Review: All Rivers Run Free by Natasha Carthew


In a world of unremarkable grey, Ia searches for a rainbow. For 13 years she’s lived in a caravan along the Cornwell coast; an outcast and anomaly among her own people. Throughout this time, her only solace has been the peace afforded her when her husband is away fishing – Ia’s world is two-part; the seen and unseen.

Her seen world comprises hard work, an abusive husband, and a narrow and uninspiring existence that revolves around fish and chores. Yet while he is off fishing, Ia has precious moments to herself. In this fragile private sanctuary, Ia collects an array of objects offered up by the ocean, and recalls her past in painful yet vivid detail. In an attempt to merge her two worlds into a solid whole, Ia seeks something bigger than herself to cherish, adore, and mold into beauty.
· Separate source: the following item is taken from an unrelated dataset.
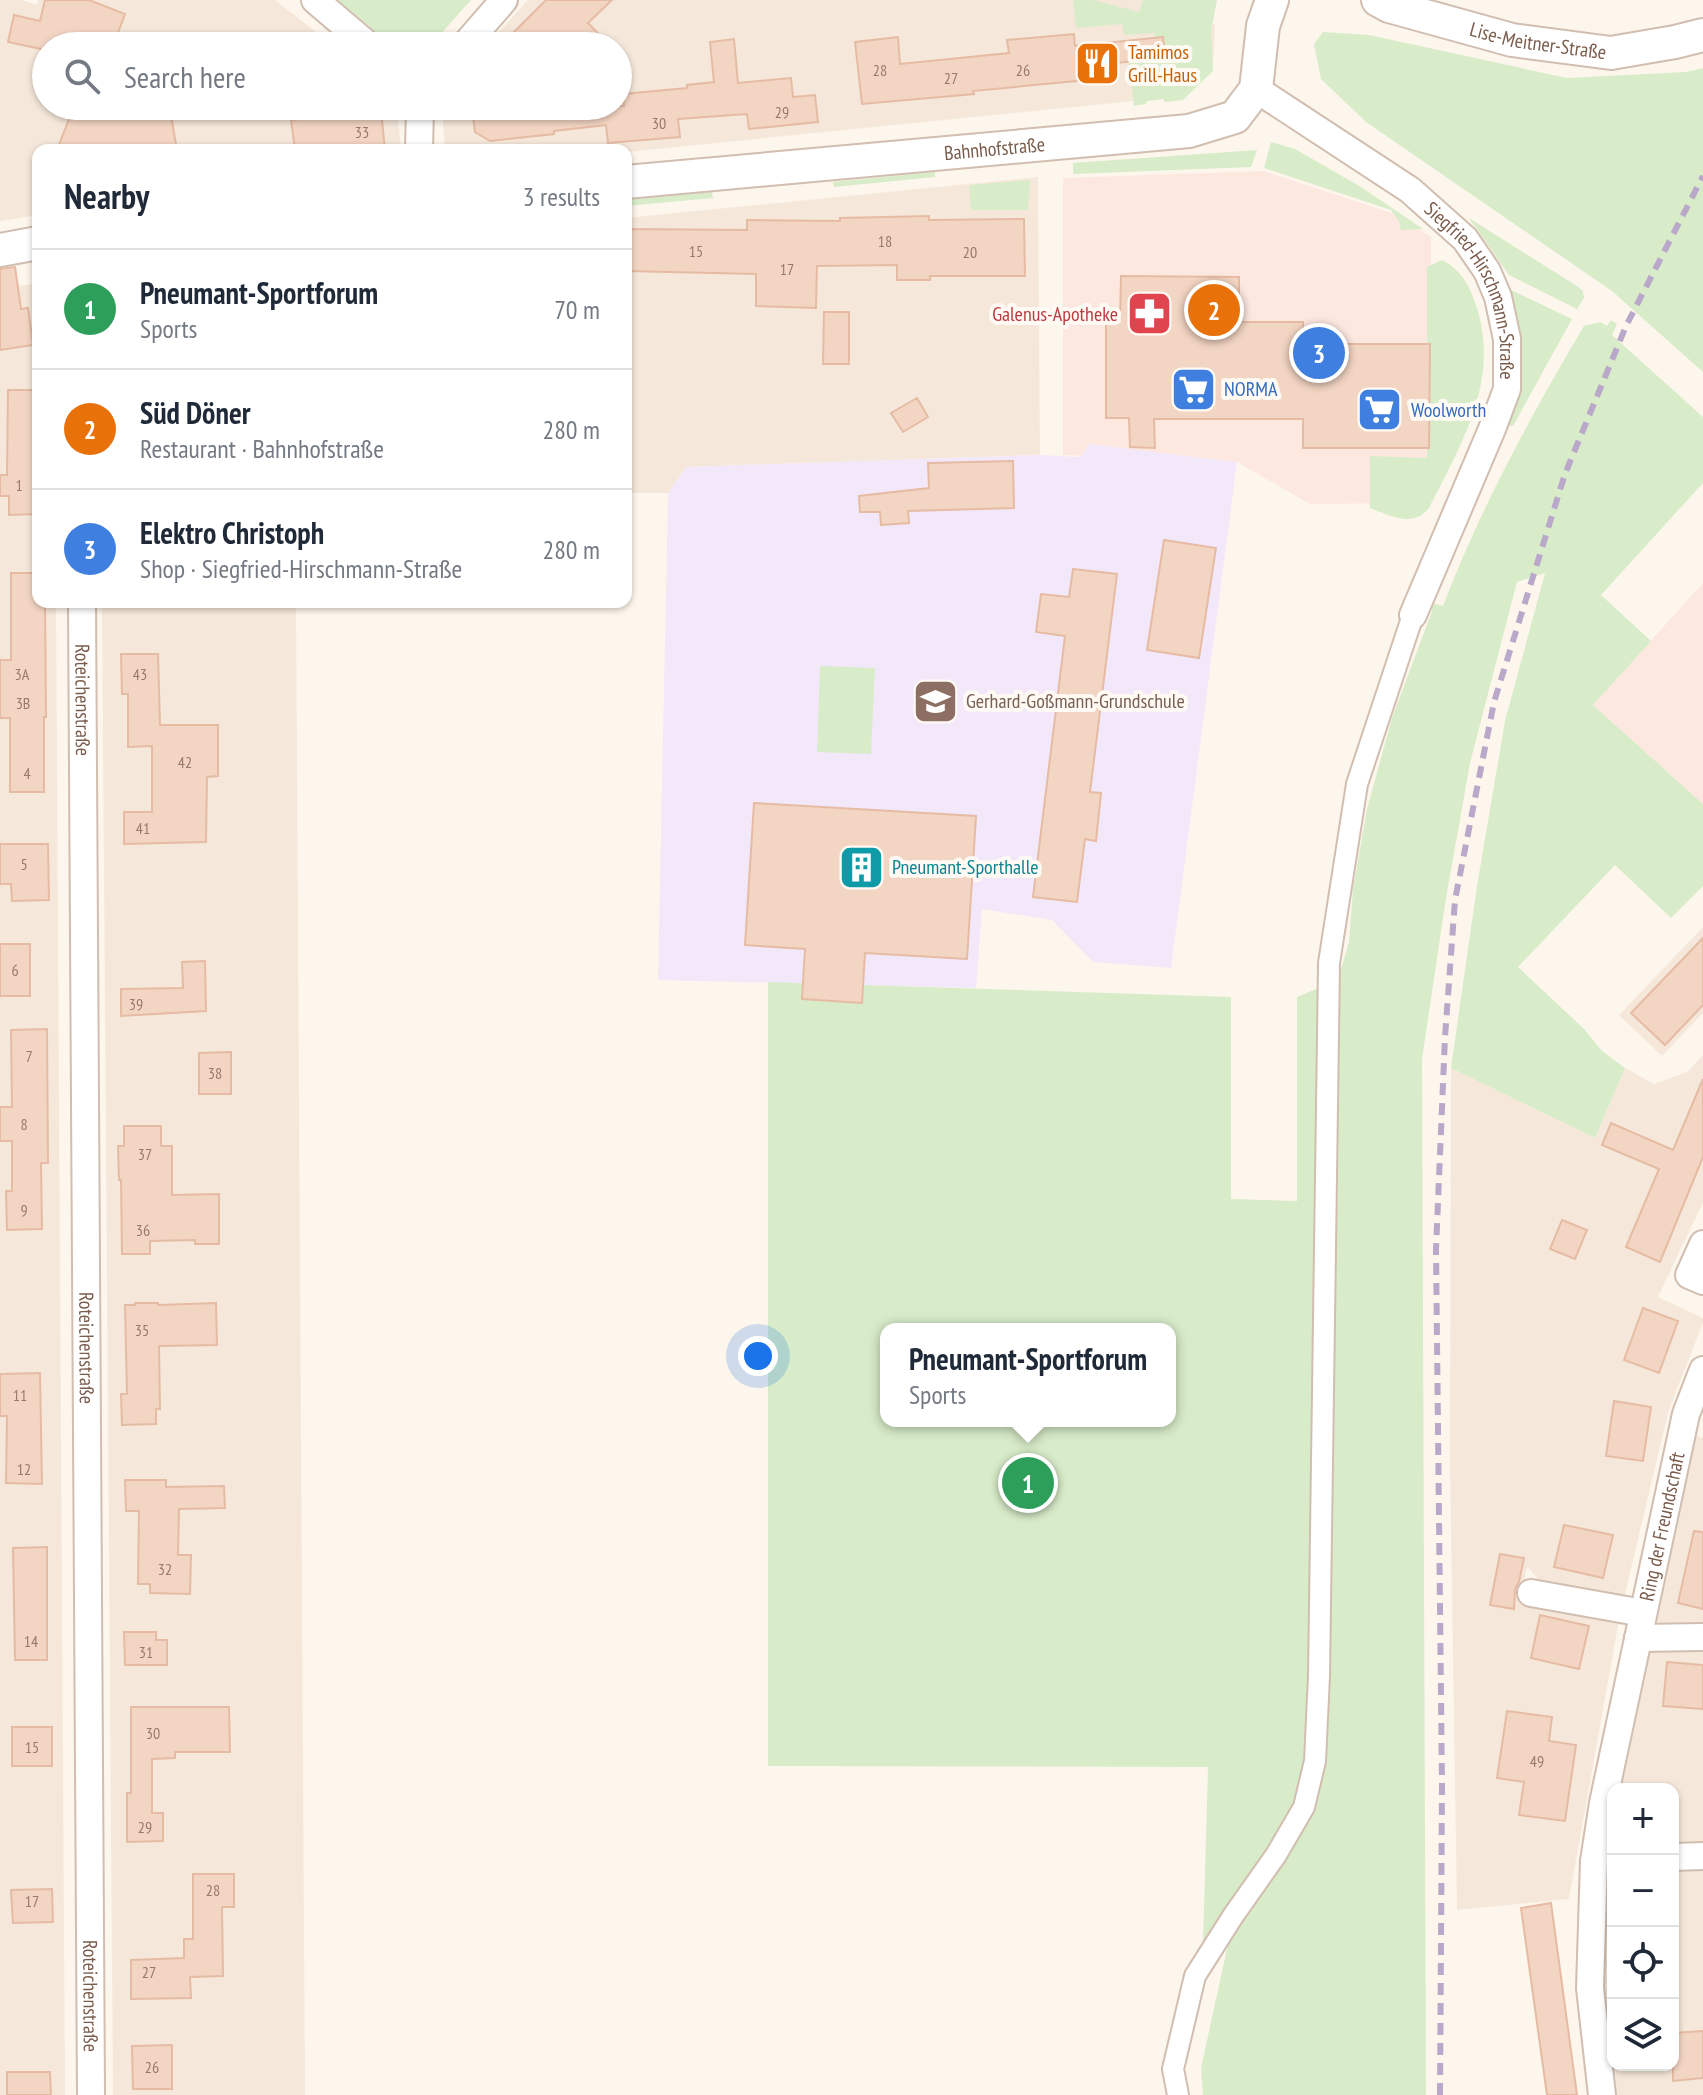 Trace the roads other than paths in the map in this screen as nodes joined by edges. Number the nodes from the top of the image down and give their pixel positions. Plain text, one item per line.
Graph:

Somehow, against the backdrop of a broken country submerged in floodwaters and riddled with gangs, the grey world seems to relent; the ocean brings Ia the most precious gift yet; a splash of colour in the form of a child.

All Rivers Run Free is steeped in the unexpected and is all the more impressive for it. Perhaps the most striking feature of this novel is not the intensely dramatic and beautiful imagery, but the jarring nature of the prose itself. While Ia is a barb in the fabric of society – isolated and rough to the touch – so too is this narrative interrupted by something unfamiliar and distracting, yet undeniably vital.

Carthew has poetry in her, that much is obvious.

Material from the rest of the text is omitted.